Alberta Health Minister Tyler Shandro is escalating his pay dispute with doctors, asking the College of Physician and Surgeons to make rules to stop doctors from withdrawing services en masse.
Shandro, in a letter dated June 18, says patients — particularly those in rural areas — have a right to timely access to care and that the college has to do more to make sure that happens.
He says the college needs to take numerous steps, including prohibiting entire groups of physicians from withdrawing services at the same time.
The letter was posted on the college’s website and discussed Wednesday at a meeting, where the college decided to ask for an extension to Shandro’s July 20 deadline for a response.
College registrar, Dr. Scott McLeod, said in a statement that the association is open to better understanding the minister’s concern.
“We would like to work with the minister and Alberta Health to develop standards of practice that allow for an appropriate period of consultation with experts, regulators, Albertans, physicians and partners,” it said.
Shandro, in his letter, says the college’s standards of practice “do not go far enough to protect patients, particularly in rural or smaller communities. Patients in these communities should not have to face an entire group of physicians withdrawing services.”
He says the revised college rules must ensure doctors who withdraw services take steps to mitigate the impact, including making reasonable efforts to ensure other physicians are available to fill gaps in care.
The college must also “prohibit an entire group of physicians from withdrawing at the same time. This could be identified as ‘job action’ rather than a closure of a medical practice,” he says.
Shandro has been involved in an escalating dispute with doctors since he tore up a master agreement with their bargaining representative, the Alberta Medical Association, in February and imposed a raft of billing changes that prompted doctors in numerous rural municipalities to announce a withdrawal of hospital services.
Many have said the changes to hospital billing make it financially impossible to work in those facilities, where they perform services such as emergency care and delivering babies.
As some family doctors quit or withdrew services, the United Conservative government rolled back on many changes in March and April. But some doctors have continued to withdraw services, saying they need a master agreement and have no trust that Shandro won’t change his mind again.
Opposition NDP health critic David Shepherd said Shandro’s letter runs counter to pronouncements that his fee concessions would keep doctors from leaving or pulling services.
“This utterly puts the lie to any claim that Tyler Shandro has made that he has any shred of competence in dealing with this situation,” said Shepherd in an interview.
“He repeatedly claimed doctors weren’t leaving. Once doctors started to actually show they were leaving, he claimed he had replacements ready to go.

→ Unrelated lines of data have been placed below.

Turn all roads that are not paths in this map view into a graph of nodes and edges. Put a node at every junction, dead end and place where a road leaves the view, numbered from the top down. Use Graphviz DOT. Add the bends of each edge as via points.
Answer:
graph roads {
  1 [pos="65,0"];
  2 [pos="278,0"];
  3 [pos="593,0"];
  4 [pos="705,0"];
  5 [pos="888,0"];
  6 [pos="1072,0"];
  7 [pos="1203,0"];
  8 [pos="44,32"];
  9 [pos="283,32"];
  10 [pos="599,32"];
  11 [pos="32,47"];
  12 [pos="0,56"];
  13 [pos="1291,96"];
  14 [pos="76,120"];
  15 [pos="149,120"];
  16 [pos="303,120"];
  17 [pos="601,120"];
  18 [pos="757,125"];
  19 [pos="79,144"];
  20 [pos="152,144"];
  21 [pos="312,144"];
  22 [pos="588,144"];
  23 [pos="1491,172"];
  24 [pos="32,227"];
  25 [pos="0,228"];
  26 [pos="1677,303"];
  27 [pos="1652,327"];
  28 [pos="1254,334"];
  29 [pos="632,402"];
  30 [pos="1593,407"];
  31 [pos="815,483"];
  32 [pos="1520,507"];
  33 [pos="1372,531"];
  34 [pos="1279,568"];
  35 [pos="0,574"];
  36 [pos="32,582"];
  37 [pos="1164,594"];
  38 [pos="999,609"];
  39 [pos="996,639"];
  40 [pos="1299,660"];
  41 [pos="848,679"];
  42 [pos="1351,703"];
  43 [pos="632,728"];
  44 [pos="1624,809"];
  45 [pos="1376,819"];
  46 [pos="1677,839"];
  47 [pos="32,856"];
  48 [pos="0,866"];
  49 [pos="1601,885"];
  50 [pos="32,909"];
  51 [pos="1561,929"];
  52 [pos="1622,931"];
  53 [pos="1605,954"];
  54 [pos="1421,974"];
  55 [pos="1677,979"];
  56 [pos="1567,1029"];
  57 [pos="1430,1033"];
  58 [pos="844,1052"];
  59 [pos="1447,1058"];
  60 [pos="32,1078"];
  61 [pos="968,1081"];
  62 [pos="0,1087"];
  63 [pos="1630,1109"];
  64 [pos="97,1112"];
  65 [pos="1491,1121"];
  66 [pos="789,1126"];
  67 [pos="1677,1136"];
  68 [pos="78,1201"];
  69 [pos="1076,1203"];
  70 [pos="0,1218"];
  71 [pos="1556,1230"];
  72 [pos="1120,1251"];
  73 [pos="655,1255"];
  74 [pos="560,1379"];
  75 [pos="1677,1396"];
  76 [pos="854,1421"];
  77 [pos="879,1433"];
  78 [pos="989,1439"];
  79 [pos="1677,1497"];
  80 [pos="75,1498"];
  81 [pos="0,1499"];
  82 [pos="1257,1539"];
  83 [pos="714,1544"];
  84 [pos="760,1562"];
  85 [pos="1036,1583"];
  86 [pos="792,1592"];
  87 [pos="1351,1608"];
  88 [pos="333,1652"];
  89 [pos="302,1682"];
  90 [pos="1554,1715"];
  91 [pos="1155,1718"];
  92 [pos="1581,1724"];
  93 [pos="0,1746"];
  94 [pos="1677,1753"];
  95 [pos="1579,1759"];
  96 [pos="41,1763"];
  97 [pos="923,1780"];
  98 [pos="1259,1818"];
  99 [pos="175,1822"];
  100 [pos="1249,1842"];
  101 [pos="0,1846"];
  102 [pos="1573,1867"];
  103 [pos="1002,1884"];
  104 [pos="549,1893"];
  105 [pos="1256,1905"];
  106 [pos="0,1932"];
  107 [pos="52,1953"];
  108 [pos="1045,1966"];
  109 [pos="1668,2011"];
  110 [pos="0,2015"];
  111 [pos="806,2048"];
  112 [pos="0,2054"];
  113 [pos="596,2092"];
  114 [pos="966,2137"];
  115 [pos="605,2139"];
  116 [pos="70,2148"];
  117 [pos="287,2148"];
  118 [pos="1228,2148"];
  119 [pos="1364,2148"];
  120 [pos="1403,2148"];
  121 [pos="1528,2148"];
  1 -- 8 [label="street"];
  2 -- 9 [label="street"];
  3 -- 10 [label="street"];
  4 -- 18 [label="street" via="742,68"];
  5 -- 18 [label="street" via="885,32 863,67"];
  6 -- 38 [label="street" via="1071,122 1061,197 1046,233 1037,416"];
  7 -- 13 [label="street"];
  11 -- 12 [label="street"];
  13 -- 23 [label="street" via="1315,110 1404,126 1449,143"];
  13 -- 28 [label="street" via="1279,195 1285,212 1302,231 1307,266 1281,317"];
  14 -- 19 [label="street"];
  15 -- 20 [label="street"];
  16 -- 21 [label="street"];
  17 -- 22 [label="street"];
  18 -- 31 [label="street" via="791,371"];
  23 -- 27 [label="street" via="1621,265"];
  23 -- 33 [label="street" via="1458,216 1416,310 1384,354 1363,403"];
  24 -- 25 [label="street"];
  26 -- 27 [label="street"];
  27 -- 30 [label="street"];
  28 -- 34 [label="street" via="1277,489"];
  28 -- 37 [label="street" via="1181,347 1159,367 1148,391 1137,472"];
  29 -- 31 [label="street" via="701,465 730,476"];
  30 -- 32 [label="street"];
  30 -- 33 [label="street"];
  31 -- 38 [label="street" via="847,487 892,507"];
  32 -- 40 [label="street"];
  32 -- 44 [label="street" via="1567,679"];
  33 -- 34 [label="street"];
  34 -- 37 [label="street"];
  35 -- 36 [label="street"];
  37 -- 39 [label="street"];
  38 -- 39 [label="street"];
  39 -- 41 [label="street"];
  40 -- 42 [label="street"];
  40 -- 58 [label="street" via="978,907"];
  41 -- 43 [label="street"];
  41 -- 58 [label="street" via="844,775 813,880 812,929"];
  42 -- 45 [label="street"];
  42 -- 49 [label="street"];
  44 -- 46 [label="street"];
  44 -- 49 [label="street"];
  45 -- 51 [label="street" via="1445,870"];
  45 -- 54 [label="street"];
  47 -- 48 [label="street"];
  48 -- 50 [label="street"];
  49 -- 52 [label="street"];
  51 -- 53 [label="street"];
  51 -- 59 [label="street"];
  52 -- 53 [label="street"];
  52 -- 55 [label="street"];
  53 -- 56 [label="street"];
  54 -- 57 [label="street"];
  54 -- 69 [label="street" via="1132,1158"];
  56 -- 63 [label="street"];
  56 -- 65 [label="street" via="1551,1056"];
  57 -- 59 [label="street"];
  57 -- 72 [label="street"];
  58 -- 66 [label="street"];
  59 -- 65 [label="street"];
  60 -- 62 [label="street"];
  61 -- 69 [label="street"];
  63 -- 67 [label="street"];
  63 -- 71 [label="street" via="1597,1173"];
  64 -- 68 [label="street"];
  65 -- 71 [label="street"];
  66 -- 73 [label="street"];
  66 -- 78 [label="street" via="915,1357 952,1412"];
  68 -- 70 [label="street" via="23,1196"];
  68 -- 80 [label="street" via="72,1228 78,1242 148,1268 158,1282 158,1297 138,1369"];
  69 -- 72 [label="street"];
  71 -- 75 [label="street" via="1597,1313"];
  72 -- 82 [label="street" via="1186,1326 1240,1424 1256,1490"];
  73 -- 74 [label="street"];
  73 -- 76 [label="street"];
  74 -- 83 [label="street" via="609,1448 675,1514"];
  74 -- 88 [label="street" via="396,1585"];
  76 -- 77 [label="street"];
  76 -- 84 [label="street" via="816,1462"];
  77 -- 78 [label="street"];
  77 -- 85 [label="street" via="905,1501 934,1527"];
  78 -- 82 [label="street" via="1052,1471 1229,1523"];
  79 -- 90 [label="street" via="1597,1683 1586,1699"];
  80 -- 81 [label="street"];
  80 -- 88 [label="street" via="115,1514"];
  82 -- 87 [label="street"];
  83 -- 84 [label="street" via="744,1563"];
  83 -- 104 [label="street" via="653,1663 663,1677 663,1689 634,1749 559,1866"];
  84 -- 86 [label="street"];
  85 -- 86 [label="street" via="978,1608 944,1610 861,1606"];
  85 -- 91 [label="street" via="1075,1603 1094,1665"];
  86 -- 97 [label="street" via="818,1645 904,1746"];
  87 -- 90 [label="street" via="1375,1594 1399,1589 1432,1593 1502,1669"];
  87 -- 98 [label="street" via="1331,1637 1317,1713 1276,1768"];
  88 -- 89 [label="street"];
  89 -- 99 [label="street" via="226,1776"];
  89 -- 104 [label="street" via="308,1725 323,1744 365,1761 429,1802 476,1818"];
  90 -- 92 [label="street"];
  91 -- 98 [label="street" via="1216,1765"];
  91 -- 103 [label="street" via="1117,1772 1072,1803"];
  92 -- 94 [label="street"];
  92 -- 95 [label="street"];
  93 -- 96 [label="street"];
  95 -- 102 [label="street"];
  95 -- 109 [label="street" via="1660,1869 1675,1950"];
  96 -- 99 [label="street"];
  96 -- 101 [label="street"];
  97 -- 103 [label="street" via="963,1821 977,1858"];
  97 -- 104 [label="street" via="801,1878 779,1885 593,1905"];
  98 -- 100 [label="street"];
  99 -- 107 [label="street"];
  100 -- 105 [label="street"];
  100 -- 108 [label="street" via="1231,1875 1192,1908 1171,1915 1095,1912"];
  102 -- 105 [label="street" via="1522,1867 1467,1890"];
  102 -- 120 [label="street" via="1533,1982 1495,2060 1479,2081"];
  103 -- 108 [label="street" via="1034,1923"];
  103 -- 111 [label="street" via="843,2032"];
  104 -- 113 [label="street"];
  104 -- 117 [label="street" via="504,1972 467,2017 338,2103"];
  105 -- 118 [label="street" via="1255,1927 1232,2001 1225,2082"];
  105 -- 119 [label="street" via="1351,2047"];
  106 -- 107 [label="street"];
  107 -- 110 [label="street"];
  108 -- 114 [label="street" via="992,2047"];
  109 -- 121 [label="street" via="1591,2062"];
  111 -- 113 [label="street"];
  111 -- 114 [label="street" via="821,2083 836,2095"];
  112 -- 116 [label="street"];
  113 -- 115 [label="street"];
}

“Now we find out that in an act of desperation he is trying to actually imprison doctors and force them to practise against their will.”
Health spokesman Steve Buick said in a statement “the suggested changes would not ban physicians from changing their practices, or penalize them for doing so. They would balance the right of physicians to change their practices with due consideration of the impact on patients and communities.”
Buick noted that other provinces, such as Ontario, British Columbia and Nova Scotia, have similar conditions.
The AMA is taking the province to court over the abandoned master agreement, alleging breaches of charter rights because it was not given access to third party arbitration.
Last week, a survey by the AMA suggested more than 40 per cent of physicians have at least considered looking for work elsewhere in Canada. It also found 87 per cent were making changes to their practices, including layoffs, reduced hours and early retirement.
Shandro has said $5.4 billion earmarked in this year’s budget for doctors’ salaries is the best in Canada, but it must be kept at that level to keep health care sustainable.